Tuesday, July 10, 2007

On sanctity


From: Laurence Shandy
To: Sen. David Vitter - (R) Louisiana
Re: Whoring

Dear Sen. Vitter,

I don't know you, but I feel for you. Being implicated in a Washington sex scandal is tough on the mind and the body, and I should know. Few remember the incident involving myself, Henry Kissinger, and a rubber glove full of embryonic medical waste, and I suppose I have Watergate to thank. Just like 9/11 swept Gary Condit's intern murder under the rug of public consciousness, so did the discovery of Nixon's plumbers keep Kissinger and I out of the headlines for very long. I guess what I'm trying to say is that there's always hope that a national disaster could remove the glare of the spotlight from your eyes. God willing.

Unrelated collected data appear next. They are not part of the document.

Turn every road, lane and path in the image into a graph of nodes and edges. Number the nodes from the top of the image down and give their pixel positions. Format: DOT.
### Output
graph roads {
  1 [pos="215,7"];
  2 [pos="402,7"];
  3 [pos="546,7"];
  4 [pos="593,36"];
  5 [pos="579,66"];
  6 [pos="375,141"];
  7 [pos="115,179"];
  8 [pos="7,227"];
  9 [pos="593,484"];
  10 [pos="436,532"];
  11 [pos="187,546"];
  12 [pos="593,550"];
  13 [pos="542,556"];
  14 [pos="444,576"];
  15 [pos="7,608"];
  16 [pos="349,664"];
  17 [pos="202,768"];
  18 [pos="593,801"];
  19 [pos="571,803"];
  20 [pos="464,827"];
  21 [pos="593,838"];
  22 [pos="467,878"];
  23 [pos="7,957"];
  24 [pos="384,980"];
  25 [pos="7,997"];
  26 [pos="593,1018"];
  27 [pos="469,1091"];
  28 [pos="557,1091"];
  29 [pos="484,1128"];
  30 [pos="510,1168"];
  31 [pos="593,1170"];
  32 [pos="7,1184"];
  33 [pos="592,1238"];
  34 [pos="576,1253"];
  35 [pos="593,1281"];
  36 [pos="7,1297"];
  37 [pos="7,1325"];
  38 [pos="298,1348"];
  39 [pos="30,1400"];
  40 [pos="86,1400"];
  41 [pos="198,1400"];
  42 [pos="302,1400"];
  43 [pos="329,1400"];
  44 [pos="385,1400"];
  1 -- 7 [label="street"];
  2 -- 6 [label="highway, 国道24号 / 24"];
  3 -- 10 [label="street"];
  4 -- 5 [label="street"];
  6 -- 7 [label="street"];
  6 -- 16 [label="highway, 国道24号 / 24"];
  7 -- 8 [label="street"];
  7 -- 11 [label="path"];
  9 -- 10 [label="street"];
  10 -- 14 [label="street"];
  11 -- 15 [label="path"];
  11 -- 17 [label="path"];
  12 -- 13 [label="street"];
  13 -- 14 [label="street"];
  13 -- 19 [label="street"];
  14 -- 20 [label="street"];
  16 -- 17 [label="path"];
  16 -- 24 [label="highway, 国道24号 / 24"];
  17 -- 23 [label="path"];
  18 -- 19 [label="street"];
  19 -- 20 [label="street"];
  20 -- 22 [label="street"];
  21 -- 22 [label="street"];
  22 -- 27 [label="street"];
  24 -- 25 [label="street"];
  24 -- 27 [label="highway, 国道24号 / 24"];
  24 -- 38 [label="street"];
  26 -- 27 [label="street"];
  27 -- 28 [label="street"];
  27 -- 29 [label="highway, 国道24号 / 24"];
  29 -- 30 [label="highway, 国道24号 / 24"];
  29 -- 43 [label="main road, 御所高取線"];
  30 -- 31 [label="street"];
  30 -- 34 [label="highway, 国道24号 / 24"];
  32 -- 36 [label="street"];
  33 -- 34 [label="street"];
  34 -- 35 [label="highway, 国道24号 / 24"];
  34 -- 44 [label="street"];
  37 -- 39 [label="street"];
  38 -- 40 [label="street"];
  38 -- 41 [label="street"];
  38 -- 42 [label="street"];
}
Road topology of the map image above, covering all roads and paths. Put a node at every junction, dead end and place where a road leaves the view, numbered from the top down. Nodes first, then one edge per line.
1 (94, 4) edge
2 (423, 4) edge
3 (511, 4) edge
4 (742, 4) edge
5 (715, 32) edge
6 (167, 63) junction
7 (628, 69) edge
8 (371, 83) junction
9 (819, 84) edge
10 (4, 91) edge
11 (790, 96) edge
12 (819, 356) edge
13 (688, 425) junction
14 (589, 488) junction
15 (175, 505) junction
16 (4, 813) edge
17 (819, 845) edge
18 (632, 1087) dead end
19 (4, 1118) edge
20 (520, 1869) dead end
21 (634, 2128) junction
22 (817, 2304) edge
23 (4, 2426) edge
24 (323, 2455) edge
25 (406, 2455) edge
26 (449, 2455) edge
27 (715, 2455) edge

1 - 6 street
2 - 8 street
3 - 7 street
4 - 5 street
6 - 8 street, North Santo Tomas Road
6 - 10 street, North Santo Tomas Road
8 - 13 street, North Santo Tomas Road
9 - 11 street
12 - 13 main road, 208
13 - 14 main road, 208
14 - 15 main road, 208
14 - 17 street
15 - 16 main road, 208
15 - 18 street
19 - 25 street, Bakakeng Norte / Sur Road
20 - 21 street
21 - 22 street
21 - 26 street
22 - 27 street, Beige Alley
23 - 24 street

And God is what I want to talk to you about today. Many are slinging mud at you over this scandal because you happened to champion a constitutional amendment banning same-sex marriage out of a desire to preserve the "sanctity" of marriage. Some are calling you a hypocrite who betrayed the sanctity of his own marriage by paying to have sex with prostitutes behind the backs of your wife and four children. But I know better.

I can see that breaking both the law and your wedding vows was the only way to bring even more sanctity into your marriage. I am fortunate to have a fully functioning brain, so I don't believe in God. But I do understand that He works in mysterious ways -- primarily as a fixer. Why should God pay attention to you if you asked Him to bless and keep your perfectly healthy, functional, adultery-free marriage. No one can fix what isn't broken. But by exchanging your taxpayer-funded salary for the chance to ejaculate inside an anonymous whore, you opened your marriage to an otherwise occupied God to play a larger role. Like Harvey Keitel in Pulp Fiction, God can be called upon to sweep into a bad situation and make it right again. Now, your wife has God on metaphysical speed dial -- calling upon Him night after night to make sure you don't soil the reputation of your family and constituents ever again. And you have the glowing righteous peace of mind that comes with asking and being granted forgiveness for your sins. God is now the "plus one" your marriage always needed. He is the trois in your ménage.

Don't pay any attention to the pundits and blowhards who would question your devotion to an imaginary deity. Instead, hold your head high and know that God may be on someone else's side, but he will never be in their bed.